Visitas: 243Jueves 30 de Agosto de 2018

La Electrificadora de Santander cumple hoy 127 años en la prestación de servicio de energía eléctrica en la región.

Su gerente, Mauricio Montoya Bozzi, anunció una inversión cercana a un billón de pesos para la expansión de su sistema de transmisión, el mejoramiento de calidad del servicio y la ampliación de su cobertura.

Dijo que el objetivo de esta empresa es llegar a la universalización en el año 2025 en Santander, el sur del Cesar y en el sur de Bolívar.

Otro de los retos de esta ESP es ser pionera en la región en las tendencias mundiales de la movilidad eléctrica, es decir, la masificación de los vehículos eléctricos en el territorio.

Además, la generación solar con la instalación y operación de paneles solares en el que ya cuentan con el techo solar más grande de Santander en su sede en Barrancabermeja.

La medición inteligente para que los hogares puedan tener un mayor control en el consumo de la energía eléctrica.

La historia

La Electrificadora de Santander inició la prestación del servicio de energía en 1891 en Bucaramanga con el impulso de los empresarios Julio Jones y Rinaldo Goelkel, quienes venciendo grandes obstáculos, instalaron en Chitota la primera planta hidroeléctrica con un generador de corriente continua y un motor de turbina de 300 caballos de fuerza para iluminar las primeras viviendas y calles de la ciudad.

Este suceso generó un cambio en las costumbres y actividades cotidianas de sus habitantes y con el paso de los días se impuso el uso de máquinas y equipos como nuevos artículos de consumo.

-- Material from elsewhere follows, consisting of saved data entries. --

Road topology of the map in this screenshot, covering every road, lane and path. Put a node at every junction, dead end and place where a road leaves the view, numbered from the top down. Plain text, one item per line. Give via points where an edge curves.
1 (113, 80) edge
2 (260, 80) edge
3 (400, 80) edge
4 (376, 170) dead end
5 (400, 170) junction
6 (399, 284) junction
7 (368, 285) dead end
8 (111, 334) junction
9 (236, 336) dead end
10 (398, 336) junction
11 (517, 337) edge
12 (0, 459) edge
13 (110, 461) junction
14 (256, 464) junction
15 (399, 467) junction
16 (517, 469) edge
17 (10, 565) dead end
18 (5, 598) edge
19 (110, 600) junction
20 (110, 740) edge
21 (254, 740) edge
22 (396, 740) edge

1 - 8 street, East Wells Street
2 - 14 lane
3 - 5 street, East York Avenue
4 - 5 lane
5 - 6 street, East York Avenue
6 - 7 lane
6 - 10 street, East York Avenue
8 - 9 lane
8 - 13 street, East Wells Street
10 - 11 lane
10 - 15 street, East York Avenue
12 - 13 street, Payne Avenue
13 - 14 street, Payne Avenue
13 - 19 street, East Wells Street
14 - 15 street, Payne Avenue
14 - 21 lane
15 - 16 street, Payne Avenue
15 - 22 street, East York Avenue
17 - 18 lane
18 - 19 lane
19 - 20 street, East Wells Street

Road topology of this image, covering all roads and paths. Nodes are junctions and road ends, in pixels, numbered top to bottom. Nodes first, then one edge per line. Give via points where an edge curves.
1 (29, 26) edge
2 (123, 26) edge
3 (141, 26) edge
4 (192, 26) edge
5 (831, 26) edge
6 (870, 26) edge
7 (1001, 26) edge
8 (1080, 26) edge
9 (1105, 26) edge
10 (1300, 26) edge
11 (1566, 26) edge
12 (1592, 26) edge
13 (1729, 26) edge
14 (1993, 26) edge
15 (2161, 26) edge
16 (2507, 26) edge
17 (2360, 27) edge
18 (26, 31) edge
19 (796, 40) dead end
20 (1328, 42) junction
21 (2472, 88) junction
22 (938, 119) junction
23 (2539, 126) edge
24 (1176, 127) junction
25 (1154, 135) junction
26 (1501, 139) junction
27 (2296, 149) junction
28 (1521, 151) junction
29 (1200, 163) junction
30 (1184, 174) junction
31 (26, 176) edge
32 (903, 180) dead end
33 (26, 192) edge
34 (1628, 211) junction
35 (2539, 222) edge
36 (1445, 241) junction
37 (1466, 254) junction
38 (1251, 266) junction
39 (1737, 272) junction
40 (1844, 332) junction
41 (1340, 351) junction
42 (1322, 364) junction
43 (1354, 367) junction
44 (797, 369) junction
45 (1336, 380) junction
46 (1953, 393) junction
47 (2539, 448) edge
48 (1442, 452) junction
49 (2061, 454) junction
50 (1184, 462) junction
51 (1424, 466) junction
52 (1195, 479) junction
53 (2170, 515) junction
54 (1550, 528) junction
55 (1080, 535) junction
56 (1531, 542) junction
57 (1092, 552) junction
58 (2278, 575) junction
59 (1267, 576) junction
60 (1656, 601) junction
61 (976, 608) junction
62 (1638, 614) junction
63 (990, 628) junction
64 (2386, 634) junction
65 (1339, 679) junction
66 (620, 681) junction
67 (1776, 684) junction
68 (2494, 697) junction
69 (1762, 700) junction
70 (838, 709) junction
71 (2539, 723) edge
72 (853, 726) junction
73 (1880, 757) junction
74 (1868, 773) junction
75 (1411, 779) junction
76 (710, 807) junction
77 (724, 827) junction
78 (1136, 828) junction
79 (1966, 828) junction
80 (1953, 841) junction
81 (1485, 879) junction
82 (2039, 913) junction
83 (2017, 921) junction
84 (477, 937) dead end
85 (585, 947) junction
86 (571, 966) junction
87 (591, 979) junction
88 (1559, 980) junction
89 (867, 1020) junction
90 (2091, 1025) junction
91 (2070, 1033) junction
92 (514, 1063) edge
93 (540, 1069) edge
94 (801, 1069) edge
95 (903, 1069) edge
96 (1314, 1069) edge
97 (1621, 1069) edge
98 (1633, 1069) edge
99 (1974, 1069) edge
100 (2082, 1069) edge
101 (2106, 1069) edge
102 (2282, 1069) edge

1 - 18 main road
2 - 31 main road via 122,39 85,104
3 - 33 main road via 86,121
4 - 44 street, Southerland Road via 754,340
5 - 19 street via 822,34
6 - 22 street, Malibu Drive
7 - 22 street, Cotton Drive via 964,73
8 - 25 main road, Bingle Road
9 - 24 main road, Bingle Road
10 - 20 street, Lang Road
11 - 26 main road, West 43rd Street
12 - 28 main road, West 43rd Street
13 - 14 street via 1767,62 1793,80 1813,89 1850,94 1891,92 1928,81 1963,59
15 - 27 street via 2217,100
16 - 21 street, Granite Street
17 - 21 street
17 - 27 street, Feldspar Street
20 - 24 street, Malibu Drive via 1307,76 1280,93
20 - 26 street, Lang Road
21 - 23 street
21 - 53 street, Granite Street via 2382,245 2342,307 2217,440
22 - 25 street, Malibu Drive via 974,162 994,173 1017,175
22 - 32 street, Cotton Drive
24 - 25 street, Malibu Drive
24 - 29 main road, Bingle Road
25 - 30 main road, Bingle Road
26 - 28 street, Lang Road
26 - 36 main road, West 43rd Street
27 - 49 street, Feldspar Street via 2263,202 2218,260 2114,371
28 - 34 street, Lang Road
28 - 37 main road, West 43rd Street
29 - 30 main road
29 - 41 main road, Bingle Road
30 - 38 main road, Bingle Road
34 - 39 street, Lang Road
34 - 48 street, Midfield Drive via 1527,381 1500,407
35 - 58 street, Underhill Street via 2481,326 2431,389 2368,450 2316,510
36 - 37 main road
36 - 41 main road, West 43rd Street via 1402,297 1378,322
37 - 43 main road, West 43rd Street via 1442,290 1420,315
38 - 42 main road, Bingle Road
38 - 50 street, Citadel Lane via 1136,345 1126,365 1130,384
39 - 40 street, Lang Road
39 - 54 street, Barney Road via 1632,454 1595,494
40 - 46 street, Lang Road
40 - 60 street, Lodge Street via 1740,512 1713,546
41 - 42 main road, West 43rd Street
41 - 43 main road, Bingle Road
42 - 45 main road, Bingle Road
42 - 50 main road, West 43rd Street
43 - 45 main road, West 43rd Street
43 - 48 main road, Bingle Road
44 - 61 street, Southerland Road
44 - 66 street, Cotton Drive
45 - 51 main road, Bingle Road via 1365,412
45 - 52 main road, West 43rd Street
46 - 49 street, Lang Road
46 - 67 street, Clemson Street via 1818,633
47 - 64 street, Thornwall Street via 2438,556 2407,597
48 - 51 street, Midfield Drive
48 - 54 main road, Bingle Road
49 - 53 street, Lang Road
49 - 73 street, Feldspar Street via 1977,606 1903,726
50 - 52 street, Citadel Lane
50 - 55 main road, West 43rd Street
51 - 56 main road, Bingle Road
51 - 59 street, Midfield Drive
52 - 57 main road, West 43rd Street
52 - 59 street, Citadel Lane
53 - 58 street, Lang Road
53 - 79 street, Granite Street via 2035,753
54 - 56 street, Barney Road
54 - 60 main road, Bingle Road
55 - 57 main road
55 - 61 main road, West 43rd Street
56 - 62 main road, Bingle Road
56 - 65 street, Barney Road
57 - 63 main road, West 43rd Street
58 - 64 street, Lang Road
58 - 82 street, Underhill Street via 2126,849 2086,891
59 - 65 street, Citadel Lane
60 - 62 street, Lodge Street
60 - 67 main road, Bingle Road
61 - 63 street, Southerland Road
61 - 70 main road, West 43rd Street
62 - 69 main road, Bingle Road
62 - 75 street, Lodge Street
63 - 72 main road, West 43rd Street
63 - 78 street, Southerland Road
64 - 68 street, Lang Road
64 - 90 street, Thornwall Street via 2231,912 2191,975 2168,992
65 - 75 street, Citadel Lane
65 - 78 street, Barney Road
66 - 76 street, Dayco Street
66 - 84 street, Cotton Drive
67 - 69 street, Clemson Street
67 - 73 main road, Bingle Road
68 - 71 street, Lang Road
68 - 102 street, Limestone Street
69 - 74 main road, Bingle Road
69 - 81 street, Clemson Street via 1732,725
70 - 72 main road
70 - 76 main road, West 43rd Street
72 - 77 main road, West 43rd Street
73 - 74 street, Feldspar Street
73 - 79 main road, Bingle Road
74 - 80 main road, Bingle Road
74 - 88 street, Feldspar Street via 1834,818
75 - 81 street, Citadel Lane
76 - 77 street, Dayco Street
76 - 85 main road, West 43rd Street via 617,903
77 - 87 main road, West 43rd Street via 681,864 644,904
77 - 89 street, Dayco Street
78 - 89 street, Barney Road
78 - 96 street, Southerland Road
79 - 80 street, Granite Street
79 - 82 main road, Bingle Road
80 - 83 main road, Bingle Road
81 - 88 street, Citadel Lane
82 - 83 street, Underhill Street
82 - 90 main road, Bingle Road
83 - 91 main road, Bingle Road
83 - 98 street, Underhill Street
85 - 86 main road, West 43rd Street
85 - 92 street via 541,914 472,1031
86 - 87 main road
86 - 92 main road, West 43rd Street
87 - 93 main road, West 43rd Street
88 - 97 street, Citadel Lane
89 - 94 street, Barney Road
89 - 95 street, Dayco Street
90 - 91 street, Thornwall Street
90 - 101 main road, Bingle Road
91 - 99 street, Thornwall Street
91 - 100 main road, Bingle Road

Bucaramanga se convirtió así en la segunda ciudad de Colombia, después de Bogotá, en contar con el servicio de energía eléctrica y la primera en suministrarla a la industria.

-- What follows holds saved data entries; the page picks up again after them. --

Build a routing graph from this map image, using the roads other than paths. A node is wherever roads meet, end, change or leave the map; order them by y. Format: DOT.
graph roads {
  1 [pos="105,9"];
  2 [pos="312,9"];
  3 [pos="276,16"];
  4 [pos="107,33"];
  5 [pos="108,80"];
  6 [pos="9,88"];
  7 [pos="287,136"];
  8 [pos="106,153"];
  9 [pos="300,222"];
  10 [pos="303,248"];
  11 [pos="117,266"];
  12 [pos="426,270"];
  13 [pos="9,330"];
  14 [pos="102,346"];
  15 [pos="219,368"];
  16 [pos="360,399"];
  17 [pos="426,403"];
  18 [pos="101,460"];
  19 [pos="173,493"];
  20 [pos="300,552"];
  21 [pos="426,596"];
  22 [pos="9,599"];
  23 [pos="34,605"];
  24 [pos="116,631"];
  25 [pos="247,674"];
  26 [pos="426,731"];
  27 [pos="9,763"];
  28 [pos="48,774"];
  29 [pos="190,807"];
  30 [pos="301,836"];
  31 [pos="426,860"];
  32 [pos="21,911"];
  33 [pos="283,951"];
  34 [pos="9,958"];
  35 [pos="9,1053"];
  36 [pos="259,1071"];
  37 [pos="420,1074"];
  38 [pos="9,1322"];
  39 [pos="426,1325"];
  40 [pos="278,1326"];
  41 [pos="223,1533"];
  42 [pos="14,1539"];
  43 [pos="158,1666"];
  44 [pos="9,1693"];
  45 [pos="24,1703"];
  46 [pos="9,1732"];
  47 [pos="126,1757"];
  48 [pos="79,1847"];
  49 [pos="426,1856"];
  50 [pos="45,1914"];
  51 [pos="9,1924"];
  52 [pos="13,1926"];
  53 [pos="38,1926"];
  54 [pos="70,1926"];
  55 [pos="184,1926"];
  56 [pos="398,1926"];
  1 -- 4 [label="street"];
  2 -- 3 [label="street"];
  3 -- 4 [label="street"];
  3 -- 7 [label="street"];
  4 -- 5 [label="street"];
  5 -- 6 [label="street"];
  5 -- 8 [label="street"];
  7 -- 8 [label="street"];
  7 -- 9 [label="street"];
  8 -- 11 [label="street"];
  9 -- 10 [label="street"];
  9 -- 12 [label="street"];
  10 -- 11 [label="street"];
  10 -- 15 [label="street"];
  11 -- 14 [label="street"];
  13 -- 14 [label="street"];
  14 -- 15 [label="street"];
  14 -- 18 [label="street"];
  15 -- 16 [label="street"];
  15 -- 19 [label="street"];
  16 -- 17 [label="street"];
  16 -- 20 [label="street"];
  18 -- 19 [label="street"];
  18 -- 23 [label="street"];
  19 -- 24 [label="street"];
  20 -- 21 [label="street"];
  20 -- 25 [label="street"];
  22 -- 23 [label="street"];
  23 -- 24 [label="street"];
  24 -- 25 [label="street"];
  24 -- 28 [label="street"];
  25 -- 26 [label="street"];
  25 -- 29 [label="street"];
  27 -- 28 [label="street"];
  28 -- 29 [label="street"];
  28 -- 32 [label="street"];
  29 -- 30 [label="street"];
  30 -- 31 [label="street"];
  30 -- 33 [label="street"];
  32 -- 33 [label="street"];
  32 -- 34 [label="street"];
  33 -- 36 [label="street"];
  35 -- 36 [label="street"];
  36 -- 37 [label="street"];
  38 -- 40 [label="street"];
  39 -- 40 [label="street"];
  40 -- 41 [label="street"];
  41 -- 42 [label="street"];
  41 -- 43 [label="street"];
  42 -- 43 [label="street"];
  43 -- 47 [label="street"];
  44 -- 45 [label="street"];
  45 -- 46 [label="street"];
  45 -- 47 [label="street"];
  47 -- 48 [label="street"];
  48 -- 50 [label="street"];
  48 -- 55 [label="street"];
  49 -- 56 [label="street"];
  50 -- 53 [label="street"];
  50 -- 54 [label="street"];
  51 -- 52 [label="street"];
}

La empresa de Jones y Goelkel se convirtió en la primera en el país en ofrecer luz incandescente para iluminar los hogares, donde se usaban bombillos de 16 vatios con el sistema tipo fijo, es decir, se contrataba un número determinado de bombillos y para evitar abusos en cada vivienda se instalaba un limitador que impedía superar la capacidad pactada.

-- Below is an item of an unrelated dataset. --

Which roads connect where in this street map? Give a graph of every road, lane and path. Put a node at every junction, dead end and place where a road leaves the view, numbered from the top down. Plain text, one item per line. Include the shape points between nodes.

En las décadas de 1920 y 1930 funcionaron de manera aislada y por iniciativa privada, diversas plantas hidroeléctricas y otras con motores diesel que brindaban el servicio a 27 de los 73 municipios de Santander en ese entonces.

En 1927 se conformó la Compañía Penagos S.A. y años después entra en funcionamiento la planta de Zaragoza que resuelve en buena parte las necesidades de energía eléctrica de Bucaramanga.

En 1941 la Central Hidroeléctrica del Río Lebrija S.A., se constituyó en la primera empresa en Colombia del sector eléctrico creada por asocio de la Nación, el Departamento y el Municipio. Con recursos del Estado y el liderazgo de Benjamín García Cadena, se construyó la hidroeléctrica de Palmas en el río Lebrija.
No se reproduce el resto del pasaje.